- Work to complete -
Copy nothing but the lines below running from the line containing "middle tip: (230, 250)" through the line containing "pinky tip: (289, 299)", both end lines included.

(Data section)

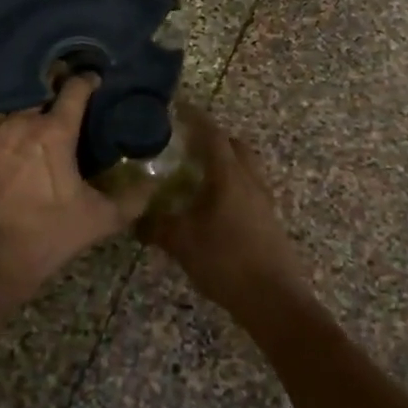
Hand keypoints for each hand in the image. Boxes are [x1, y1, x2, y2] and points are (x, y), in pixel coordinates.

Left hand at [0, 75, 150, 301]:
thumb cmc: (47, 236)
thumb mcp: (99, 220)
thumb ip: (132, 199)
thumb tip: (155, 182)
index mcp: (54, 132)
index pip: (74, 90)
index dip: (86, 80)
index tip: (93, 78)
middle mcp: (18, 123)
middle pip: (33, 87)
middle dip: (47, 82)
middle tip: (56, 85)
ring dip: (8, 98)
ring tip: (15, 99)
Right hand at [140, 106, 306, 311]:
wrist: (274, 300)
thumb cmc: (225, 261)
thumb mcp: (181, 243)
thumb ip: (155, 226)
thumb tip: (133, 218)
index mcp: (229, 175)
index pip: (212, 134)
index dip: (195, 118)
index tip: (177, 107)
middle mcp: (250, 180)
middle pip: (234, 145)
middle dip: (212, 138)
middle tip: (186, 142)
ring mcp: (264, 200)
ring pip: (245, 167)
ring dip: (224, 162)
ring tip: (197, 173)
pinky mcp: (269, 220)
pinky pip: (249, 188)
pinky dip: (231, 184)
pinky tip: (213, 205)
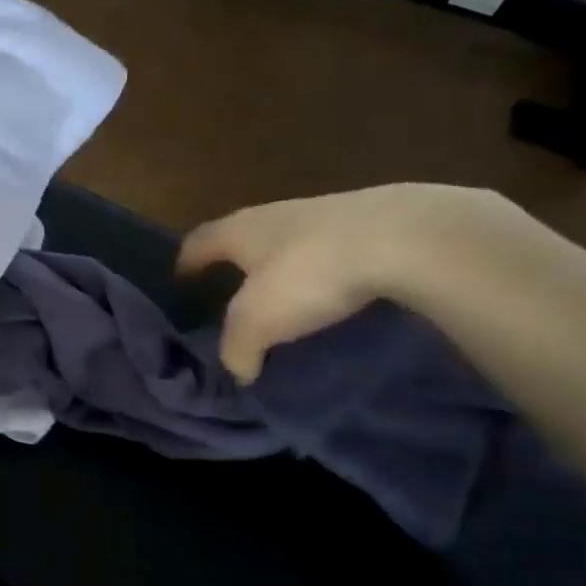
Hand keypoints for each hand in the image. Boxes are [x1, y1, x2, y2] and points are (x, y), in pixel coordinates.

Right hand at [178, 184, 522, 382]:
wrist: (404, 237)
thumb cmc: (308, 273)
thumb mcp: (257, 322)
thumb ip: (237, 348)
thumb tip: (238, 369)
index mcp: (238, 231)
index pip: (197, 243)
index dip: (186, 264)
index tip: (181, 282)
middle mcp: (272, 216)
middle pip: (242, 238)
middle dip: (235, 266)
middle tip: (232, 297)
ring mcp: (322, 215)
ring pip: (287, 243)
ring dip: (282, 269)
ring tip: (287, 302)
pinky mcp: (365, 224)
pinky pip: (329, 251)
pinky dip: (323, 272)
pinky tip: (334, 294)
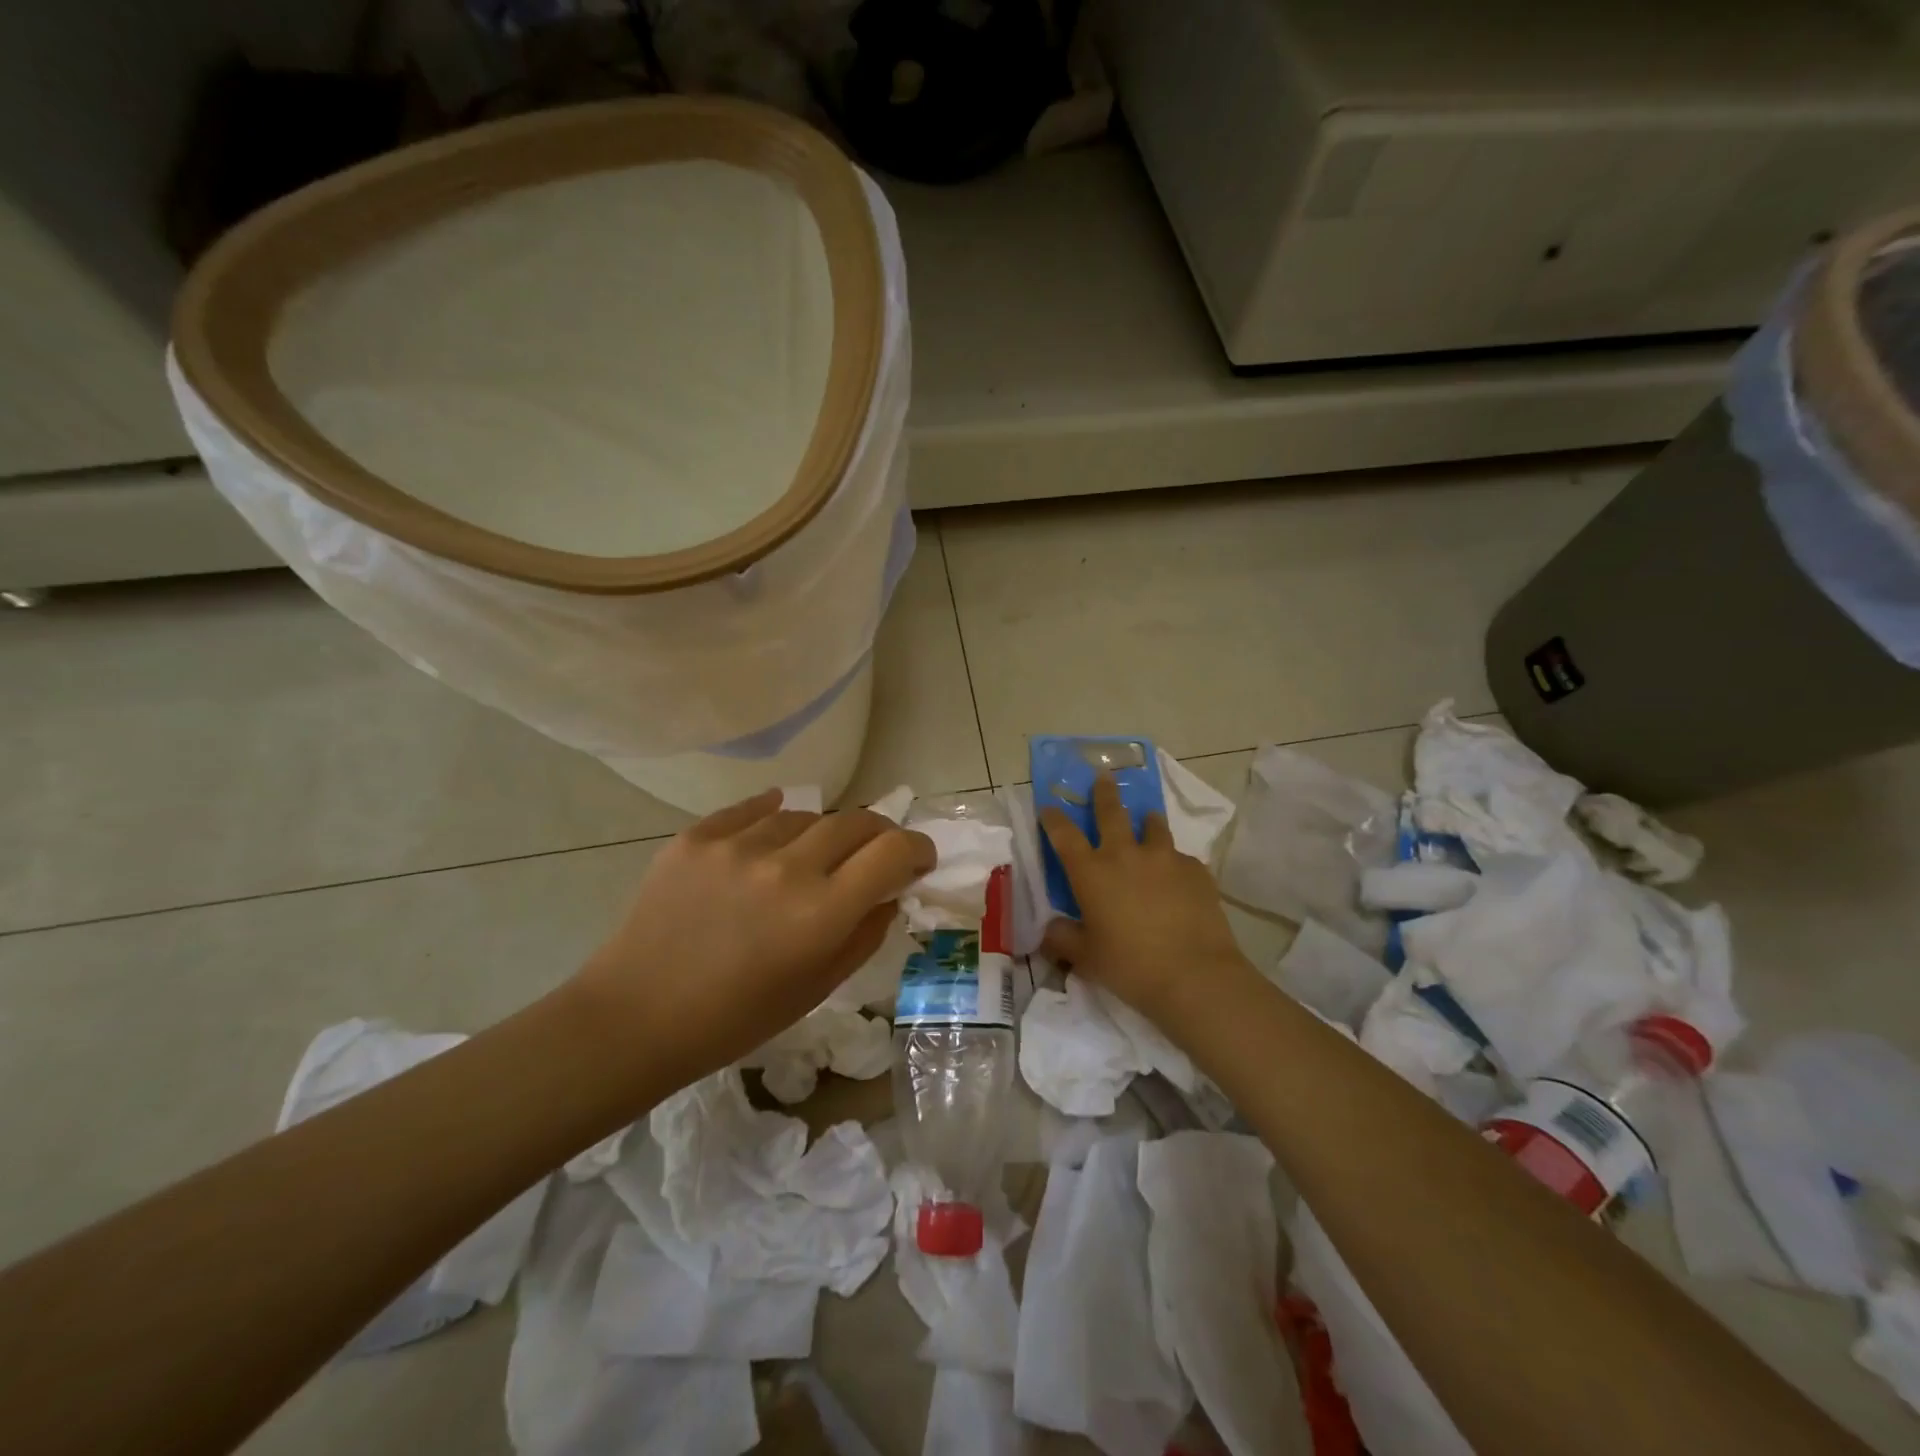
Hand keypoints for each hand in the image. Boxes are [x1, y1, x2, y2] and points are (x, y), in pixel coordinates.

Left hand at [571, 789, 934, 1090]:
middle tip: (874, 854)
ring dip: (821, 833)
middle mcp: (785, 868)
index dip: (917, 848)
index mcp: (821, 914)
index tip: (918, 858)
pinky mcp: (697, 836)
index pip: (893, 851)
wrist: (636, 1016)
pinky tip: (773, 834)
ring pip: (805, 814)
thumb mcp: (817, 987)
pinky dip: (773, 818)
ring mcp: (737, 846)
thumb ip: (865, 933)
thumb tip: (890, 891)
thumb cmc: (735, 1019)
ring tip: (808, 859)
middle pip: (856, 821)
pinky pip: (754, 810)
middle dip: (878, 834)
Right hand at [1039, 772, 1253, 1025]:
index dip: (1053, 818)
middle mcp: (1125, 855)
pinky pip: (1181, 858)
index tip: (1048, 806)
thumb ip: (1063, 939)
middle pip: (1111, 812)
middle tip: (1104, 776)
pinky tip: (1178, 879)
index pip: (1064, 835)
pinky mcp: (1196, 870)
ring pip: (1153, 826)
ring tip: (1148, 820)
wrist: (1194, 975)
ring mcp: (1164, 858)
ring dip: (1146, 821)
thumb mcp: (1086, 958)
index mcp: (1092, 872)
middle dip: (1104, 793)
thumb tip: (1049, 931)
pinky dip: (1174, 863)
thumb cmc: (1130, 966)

(End Data section)
(Data section)

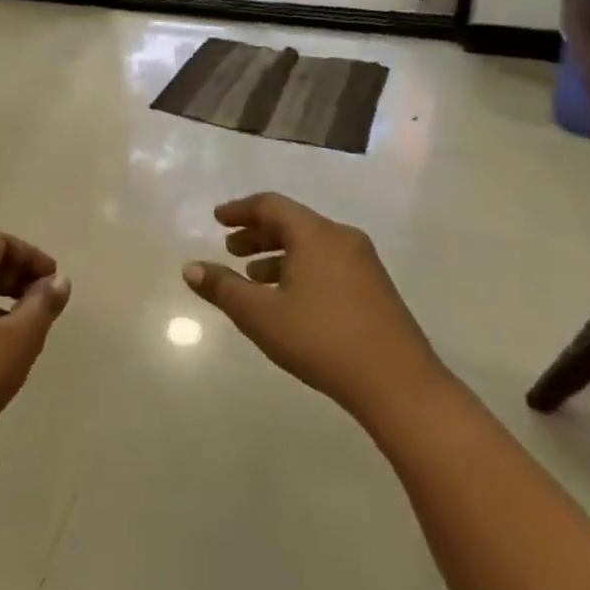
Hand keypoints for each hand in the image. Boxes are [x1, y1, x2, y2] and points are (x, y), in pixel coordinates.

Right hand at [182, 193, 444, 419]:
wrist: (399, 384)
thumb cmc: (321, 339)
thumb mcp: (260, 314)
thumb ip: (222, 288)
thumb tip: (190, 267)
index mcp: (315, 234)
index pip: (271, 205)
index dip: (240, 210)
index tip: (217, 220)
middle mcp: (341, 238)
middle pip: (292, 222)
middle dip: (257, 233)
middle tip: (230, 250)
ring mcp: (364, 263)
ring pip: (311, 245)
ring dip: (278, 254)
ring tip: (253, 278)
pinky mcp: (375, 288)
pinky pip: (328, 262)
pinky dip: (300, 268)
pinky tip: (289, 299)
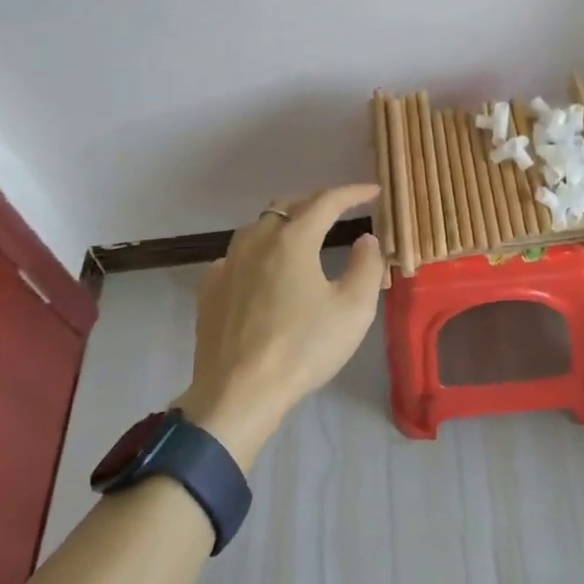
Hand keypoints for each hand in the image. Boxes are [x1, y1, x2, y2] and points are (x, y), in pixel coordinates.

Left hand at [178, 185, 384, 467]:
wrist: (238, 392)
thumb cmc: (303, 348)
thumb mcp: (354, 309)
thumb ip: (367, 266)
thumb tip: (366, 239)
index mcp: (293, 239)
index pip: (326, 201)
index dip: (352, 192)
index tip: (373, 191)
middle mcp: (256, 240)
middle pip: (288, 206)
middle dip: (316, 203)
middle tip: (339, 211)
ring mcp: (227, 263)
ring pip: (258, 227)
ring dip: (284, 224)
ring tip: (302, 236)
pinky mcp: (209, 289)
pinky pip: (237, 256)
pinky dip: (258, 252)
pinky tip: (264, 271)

(End Data section)

- Answer -
middle tip: (230, 250)
ring mcp: (364, 263)
ring pip: (311, 245)
ring dip: (278, 254)
ring tip: (253, 278)
pinky mcp: (375, 288)
pinky pip: (328, 262)
pinky dip: (300, 268)
pinky tip: (289, 299)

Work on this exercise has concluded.